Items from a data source
⟨

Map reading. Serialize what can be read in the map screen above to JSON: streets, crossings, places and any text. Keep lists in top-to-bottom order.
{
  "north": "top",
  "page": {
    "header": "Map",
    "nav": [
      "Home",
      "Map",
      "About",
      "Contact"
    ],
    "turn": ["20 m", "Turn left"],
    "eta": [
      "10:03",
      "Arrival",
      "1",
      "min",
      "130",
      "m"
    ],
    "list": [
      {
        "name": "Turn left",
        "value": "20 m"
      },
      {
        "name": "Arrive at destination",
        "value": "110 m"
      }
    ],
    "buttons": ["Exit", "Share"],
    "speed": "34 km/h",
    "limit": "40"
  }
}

⟩

GOAL OF THE EXERCISE
A word-for-word restatement of every record above is expected.

ANSWER BOX
Map reading. Serialize what can be read in the map screen above to JSON: streets, crossings, places and any text. Keep lists in top-to-bottom order.
{
  "north": "top",
  "page": {
    "header": "Map",
    "nav": [
      "Home",
      "Map",
      "About",
      "Contact"
    ],
    "turn": ["20 m", "Turn left"],
    "eta": [
      "10:03",
      "Arrival",
      "1",
      "min",
      "130",
      "m"
    ],
    "list": [
      {
        "name": "Turn left",
        "value": "20 m"
      },
      {
        "name": "Arrive at destination",
        "value": "110 m"
      }
    ],
    "buttons": ["Exit", "Share"],
    "speed": "34 km/h",
    "limit": "40"
  }
}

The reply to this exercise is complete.